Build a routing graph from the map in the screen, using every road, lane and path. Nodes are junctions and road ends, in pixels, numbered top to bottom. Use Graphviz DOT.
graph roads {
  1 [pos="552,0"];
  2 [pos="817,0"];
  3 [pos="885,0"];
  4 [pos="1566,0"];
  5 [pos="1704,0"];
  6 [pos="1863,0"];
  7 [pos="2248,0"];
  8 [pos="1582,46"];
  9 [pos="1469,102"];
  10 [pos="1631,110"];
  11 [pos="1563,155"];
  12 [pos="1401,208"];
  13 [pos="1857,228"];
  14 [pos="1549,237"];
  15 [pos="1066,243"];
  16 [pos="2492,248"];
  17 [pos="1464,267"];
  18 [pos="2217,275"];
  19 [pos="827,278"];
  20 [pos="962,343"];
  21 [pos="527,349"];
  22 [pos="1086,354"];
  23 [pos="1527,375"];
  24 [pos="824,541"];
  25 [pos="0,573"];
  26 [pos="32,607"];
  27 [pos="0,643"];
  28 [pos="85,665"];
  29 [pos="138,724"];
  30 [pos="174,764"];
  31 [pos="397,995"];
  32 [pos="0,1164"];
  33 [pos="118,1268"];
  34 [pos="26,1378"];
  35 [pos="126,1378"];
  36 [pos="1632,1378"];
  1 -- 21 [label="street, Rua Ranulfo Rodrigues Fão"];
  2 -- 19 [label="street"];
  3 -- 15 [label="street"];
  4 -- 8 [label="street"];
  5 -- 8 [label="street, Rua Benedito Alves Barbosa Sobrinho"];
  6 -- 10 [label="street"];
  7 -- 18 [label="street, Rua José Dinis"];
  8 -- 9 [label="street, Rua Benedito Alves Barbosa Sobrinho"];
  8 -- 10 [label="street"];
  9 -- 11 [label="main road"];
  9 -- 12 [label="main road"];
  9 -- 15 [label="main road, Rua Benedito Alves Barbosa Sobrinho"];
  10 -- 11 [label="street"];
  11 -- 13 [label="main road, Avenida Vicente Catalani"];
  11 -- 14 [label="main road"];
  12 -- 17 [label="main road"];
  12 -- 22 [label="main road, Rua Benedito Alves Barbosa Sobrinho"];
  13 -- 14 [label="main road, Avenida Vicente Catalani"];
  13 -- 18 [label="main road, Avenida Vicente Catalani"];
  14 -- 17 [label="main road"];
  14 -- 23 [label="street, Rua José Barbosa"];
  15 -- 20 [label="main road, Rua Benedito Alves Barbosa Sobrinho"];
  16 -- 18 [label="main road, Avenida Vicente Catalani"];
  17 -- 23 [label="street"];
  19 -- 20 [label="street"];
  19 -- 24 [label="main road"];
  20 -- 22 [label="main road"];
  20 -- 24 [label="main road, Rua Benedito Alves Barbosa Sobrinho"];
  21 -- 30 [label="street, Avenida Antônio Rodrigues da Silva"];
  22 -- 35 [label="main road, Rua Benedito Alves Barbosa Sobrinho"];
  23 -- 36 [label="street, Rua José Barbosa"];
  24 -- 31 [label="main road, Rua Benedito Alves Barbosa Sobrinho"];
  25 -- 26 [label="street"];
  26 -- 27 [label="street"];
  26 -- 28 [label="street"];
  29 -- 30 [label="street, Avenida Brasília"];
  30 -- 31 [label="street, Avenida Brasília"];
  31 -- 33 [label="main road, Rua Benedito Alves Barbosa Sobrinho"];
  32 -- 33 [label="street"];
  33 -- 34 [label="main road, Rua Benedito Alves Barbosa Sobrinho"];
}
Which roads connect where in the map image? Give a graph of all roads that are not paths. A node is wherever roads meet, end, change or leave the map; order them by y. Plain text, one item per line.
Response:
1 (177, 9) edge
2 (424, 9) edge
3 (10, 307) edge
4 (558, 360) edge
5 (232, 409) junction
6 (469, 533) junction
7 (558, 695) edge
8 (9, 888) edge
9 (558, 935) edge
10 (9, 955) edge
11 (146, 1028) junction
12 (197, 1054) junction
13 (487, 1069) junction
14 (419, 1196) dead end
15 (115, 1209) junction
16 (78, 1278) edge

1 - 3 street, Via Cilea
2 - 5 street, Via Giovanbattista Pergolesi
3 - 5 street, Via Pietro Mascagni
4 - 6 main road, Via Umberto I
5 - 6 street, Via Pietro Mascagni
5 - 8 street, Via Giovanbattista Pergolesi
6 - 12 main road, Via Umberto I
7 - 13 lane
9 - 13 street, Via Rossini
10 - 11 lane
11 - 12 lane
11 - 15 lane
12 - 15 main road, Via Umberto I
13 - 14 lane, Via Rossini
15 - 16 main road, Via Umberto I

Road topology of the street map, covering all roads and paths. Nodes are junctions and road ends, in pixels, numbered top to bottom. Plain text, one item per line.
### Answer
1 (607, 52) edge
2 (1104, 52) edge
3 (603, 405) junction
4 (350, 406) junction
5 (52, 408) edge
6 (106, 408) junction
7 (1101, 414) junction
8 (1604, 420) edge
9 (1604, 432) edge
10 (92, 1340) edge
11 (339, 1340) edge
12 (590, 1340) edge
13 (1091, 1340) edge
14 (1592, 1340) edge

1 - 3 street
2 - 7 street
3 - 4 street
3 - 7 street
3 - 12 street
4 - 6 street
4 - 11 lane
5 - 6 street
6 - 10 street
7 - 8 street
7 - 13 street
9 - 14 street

···

Exercise instructions: Retype every line of the material exactly as given.

Exercise output:
Build a routing graph from the map in the screen, using every road, lane and path. Nodes are junctions and road ends, in pixels, numbered top to bottom. Use Graphviz DOT.
graph roads {
  1 [pos="552,0"];
  2 [pos="817,0"];
  3 [pos="885,0"];
  4 [pos="1566,0"];
  5 [pos="1704,0"];
  6 [pos="1863,0"];
  7 [pos="2248,0"];
  8 [pos="1582,46"];
  9 [pos="1469,102"];
  10 [pos="1631,110"];
  11 [pos="1563,155"];
  12 [pos="1401,208"];
  13 [pos="1857,228"];
  14 [pos="1549,237"];
  15 [pos="1066,243"];
  16 [pos="2492,248"];
  17 [pos="1464,267"];
  18 [pos="2217,275"];
  19 [pos="827,278"];
  20 [pos="962,343"];
  21 [pos="527,349"];
  22 [pos="1086,354"];
  23 [pos="1527,375"];
  24 [pos="824,541"];
  25 [pos="0,573"];
  26 [pos="32,607"];
  27 [pos="0,643"];
  28 [pos="85,665"];
  29 [pos="138,724"];
  30 [pos="174,764"];
  31 [pos="397,995"];
  32 [pos="0,1164"];
  33 [pos="118,1268"];
  34 [pos="26,1378"];
  35 [pos="126,1378"];
  36 [pos="1632,1378"];
  1 -- 21 [label="street, Rua Ranulfo Rodrigues Fão"];
  2 -- 19 [label="street"];
  3 -- 15 [label="street"];
  4 -- 8 [label="street"];
  5 -- 8 [label="street, Rua Benedito Alves Barbosa Sobrinho"];
  6 -- 10 [label="street"];
  7 -- 18 [label="street, Rua José Dinis"];
  8 -- 9 [label="street, Rua Benedito Alves Barbosa Sobrinho"];
  8 -- 10 [label="street"];
  9 -- 11 [label="main road"];
  9 -- 12 [label="main road"];
  9 -- 15 [label="main road, Rua Benedito Alves Barbosa Sobrinho"];
  10 -- 11 [label="street"];
  11 -- 13 [label="main road, Avenida Vicente Catalani"];
  11 -- 14 [label="main road"];
  12 -- 17 [label="main road"];
  12 -- 22 [label="main road, Rua Benedito Alves Barbosa Sobrinho"];
  13 -- 14 [label="main road, Avenida Vicente Catalani"];
  13 -- 18 [label="main road, Avenida Vicente Catalani"];
  14 -- 17 [label="main road"];
  14 -- 23 [label="street, Rua José Barbosa"];
  15 -- 20 [label="main road, Rua Benedito Alves Barbosa Sobrinho"];
  16 -- 18 [label="main road, Avenida Vicente Catalani"];
  17 -- 23 [label="street"];
  19 -- 20 [label="street"];
  19 -- 24 [label="main road"];
  20 -- 22 [label="main road"];
  20 -- 24 [label="main road, Rua Benedito Alves Barbosa Sobrinho"];
  21 -- 30 [label="street, Avenida Antônio Rodrigues da Silva"];
  22 -- 35 [label="main road, Rua Benedito Alves Barbosa Sobrinho"];
  23 -- 36 [label="street, Rua José Barbosa"];
  24 -- 31 [label="main road, Rua Benedito Alves Barbosa Sobrinho"];
  25 -- 26 [label="street"];
  26 -- 27 [label="street"];
  26 -- 28 [label="street"];
  29 -- 30 [label="street, Avenida Brasília"];
  30 -- 31 [label="street, Avenida Brasília"];
  31 -- 33 [label="main road, Rua Benedito Alves Barbosa Sobrinho"];
  32 -- 33 [label="street"];
  33 -- 34 [label="main road, Rua Benedito Alves Barbosa Sobrinho"];
}
Which roads connect where in the map image? Give a graph of all roads that are not paths. A node is wherever roads meet, end, change or leave the map; order them by y. Plain text, one item per line.
Response:
1 (177, 9) edge
2 (424, 9) edge
3 (10, 307) edge
4 (558, 360) edge
5 (232, 409) junction
6 (469, 533) junction
7 (558, 695) edge
8 (9, 888) edge
9 (558, 935) edge
10 (9, 955) edge
11 (146, 1028) junction
12 (197, 1054) junction
13 (487, 1069) junction
14 (419, 1196) dead end
15 (115, 1209) junction
16 (78, 1278) edge

1 - 3 street, Via Cilea
2 - 5 street, Via Giovanbattista Pergolesi
3 - 5 street, Via Pietro Mascagni
4 - 6 main road, Via Umberto I
5 - 6 street, Via Pietro Mascagni
5 - 8 street, Via Giovanbattista Pergolesi
6 - 12 main road, Via Umberto I
7 - 13 lane
9 - 13 street, Via Rossini
10 - 11 lane
11 - 12 lane
11 - 15 lane
12 - 15 main road, Via Umberto I
13 - 14 lane, Via Rossini
15 - 16 main road, Via Umberto I

Road topology of the street map, covering all roads and paths. Nodes are junctions and road ends, in pixels, numbered top to bottom. Plain text, one item per line.
### Answer
1 (607, 52) edge
2 (1104, 52) edge
3 (603, 405) junction
4 (350, 406) junction
5 (52, 408) edge
6 (106, 408) junction
7 (1101, 414) junction
8 (1604, 420) edge
9 (1604, 432) edge
10 (92, 1340) edge
11 (339, 1340) edge
12 (590, 1340) edge
13 (1091, 1340) edge
14 (1592, 1340) edge

1 - 3 street
2 - 7 street
3 - 4 street
3 - 7 street
3 - 12 street
4 - 6 street
4 - 11 lane
5 - 6 street
6 - 10 street
7 - 8 street
7 - 13 street
9 - 14 street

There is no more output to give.